#### [Input data]

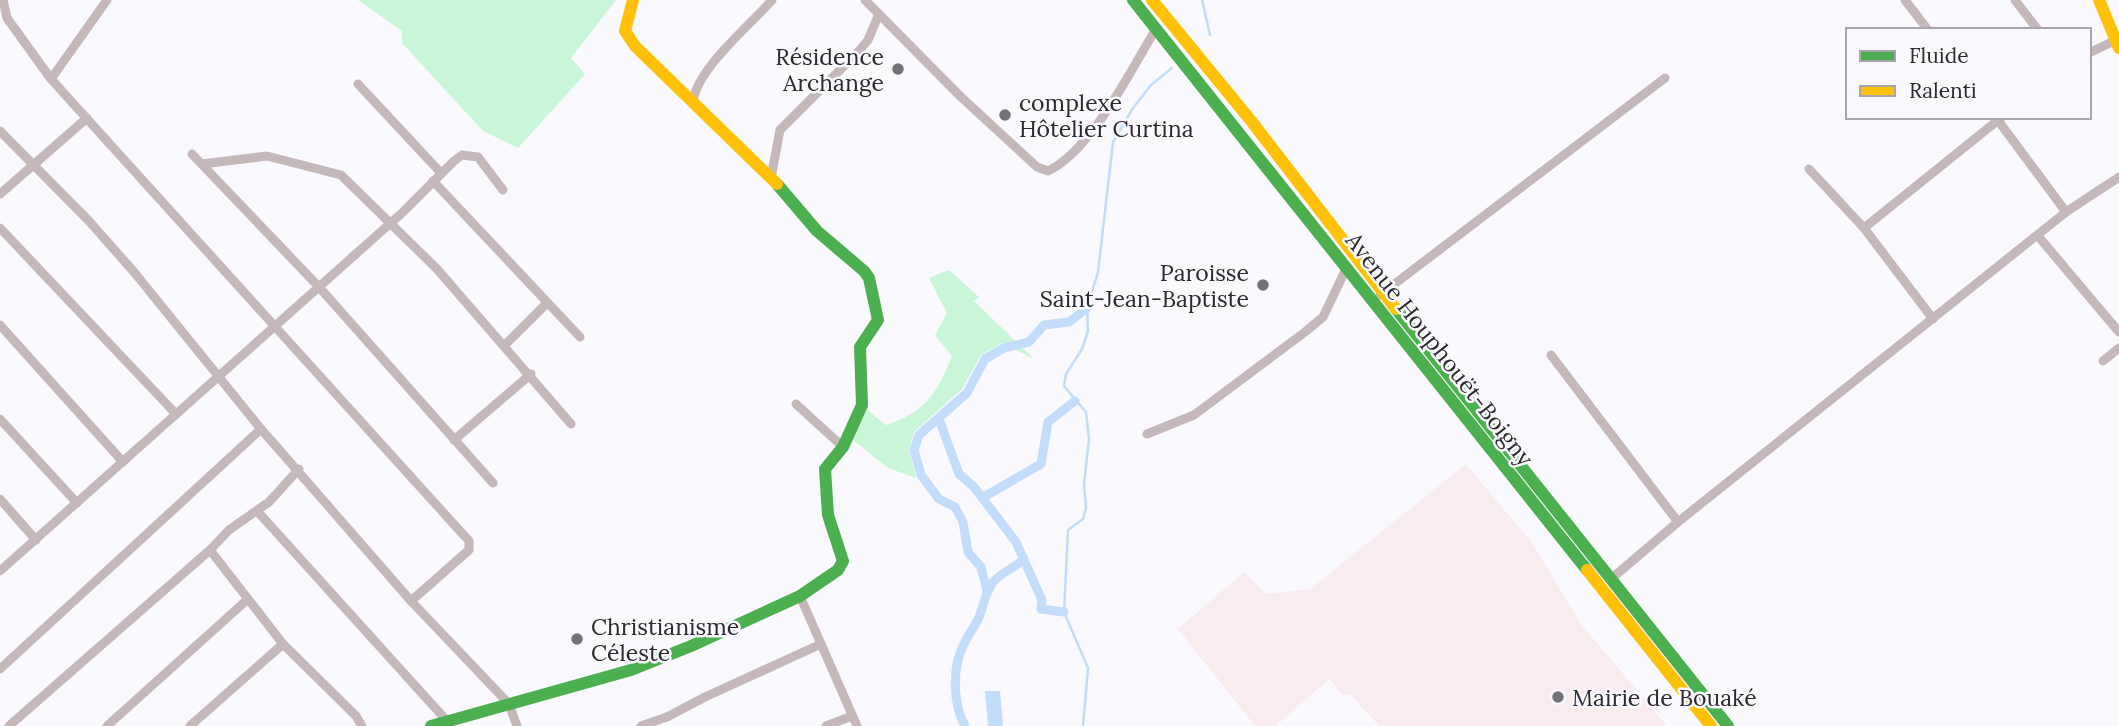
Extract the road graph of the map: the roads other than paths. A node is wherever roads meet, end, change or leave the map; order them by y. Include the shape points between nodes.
1 (3, 0) edge
2 (107, 0) edge
3 (634, 0) edge
4 (772, 0) edge
5 (865, 0) edge
6 (1133, 0) edge
7 (1152, 0) edge
8 (1905, 0) edge
9 (2015, 0) edge
10 (2099, 0) edge
11 (879, 14) junction
12 (3, 15) edge
13 (1926, 28) edge
14 (2036, 28) edge
15 (1156, 29) junction
16 (2117, 44) edge
17 (2091, 52) edge
18 (1665, 78) dead end
19 (51, 79) junction
20 (358, 84) dead end
21 (693, 101) junction
22 (87, 118) junction
23 (1999, 119) edge
24 (0, 131) edge
25 (192, 154) dead end
26 (202, 164) junction
27 (32, 165) junction
28 (1809, 169) dead end
29 (441, 173) junction
30 (2119, 177) edge
31 (771, 178) junction
32 (433, 181) junction
33 (503, 190) dead end
34 (0, 194) edge
35 (2066, 212) junction
36 (391, 222) junction
37 (0, 228) edge
38 (1864, 228) junction
39 (2038, 236) junction
40 (1347, 267) junction
41 (319, 287) junction
42 (1385, 291) junction
43 (1374, 300) junction
44 (545, 304) junction
45 (1933, 318) junction
46 (0, 324) edge
47 (276, 327) junction
48 (2119, 332) edge
49 (580, 337) dead end
50 (504, 346) junction
51 (2119, 348) edge
52 (1551, 355) dead end
53 (2103, 361) dead end
54 (531, 374) junction
55 (219, 376) junction
56 (796, 404) dead end
57 (177, 414) junction
58 (0, 419) edge
59 (570, 424) dead end
60 (261, 429) junction
61 (1147, 434) dead end
62 (454, 440) junction
63 (843, 447) junction
64 (123, 462) junction
65 (299, 469) junction
66 (492, 483) dead end
67 (0, 499) edge
68 (77, 503) junction
69 (258, 512) junction
70 (1678, 522) junction
71 (36, 540) junction
72 (210, 551) junction
73 (0, 571) edge
74 (1611, 579) junction
75 (800, 596) junction
76 (248, 599) junction
77 (411, 601) junction
78 (283, 644) junction
79 (821, 644) junction
80 (0, 669) edge
81 (509, 704) junction
82 (852, 716) junction
83 (447, 721) junction
84 (670, 722) edge
85 (9, 726) edge
86 (107, 726) edge
87 (190, 726) edge
88 (362, 726) edge
89 (431, 726) edge
90 (517, 726) edge
91 (641, 726) edge
92 (826, 726) edge
93 (857, 726) edge
94 (1711, 726) edge
95 (1728, 726) edge

1 - 12 street
2 - 19 street
3 - 21 main road via 625,32
4 - 21 street via 718,58
5 - 11 street
6 - 15 main road, Avenue Houphouët-Boigny
7 - 42 main road, Avenue Houphouët-Boigny
8 - 13 street
9 - 14 street
10 - 16 main road
11 - 15 street via 961,97 1048,171 1084,143
11 - 31 street via 868,40 780,130
12 - 19 street
15 - 40 main road, Avenue Houphouët-Boigny
16 - 17 street
18 - 42 street
19 - 22 street
20 - 29 street
21 - 31 main road
22 - 27 street
22 - 47 street
23 - 35 street
23 - 38 street
24 - 27 street
25 - 26 street
26 - 36 street via 267,156 333,172 350,181
26 - 41 street
27 - 34 street
27 - 55 street via 88,220
28 - 38 street
29 - 32 street
29 - 33 street via 470,154 481,160
30 - 35 street
31 - 63 main road via 817,231 864,271 878,313 876,326 860,347 862,405
32 - 36 street
32 - 44 street
35 - 39 street
36 - 41 street
36 - 50 street
37 - 57 street
38 - 45 street
39 - 45 street
39 - 48 street
40 - 43 main road, Avenue Houphouët-Boigny
40 - 61 street via 1323,317 1194,415
41 - 47 street
41 - 62 street
42 - 43 street
42 - 74 main road, Avenue Houphouët-Boigny
43 - 94 main road, Avenue Houphouët-Boigny
44 - 49 street
44 - 50 street
45 - 70 street
46 - 64 street
47 - 55 street
47 - 77 street via 470,544
50 - 54 street
51 - 53 street
52 - 70 street
54 - 59 street
54 - 62 street
55 - 57 street
55 - 60 street
56 - 63 street
57 - 64 street
58 - 68 street
60 - 65 street
60 - 80 street
62 - 66 street
63 - 75 main road via 825,469 828,515 842,565
64 - 68 street
65 - 69 street
65 - 77 street
67 - 71 street
68 - 71 street
69 - 72 street via 229,530
69 - 83 street
70 - 74 street
71 - 73 street
72 - 76 street
72 - 85 street
74 - 95 main road, Avenue Houphouët-Boigny
75 - 79 street
75 - 81 main road via 631,670
76 - 78 street
76 - 86 street
77 - 81 street
78 - 87 street
78 - 88 street
79 - 82 street
79 - 84 street via 705,696
81 - 83 main road
81 - 90 street
82 - 92 street
82 - 93 street
83 - 89 main road
84 - 91 street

#### [Brief]
When a line in the material contains the string "dead", copy that line.

#### [Response area]
18 (1665, 78) dead end
20 (358, 84) dead end
25 (192, 154) dead end
28 (1809, 169) dead end
33 (503, 190) dead end
49 (580, 337) dead end
52 (1551, 355) dead end
53 (2103, 361) dead end
56 (796, 404) dead end
59 (570, 424) dead end
61 (1147, 434) dead end
66 (492, 483) dead end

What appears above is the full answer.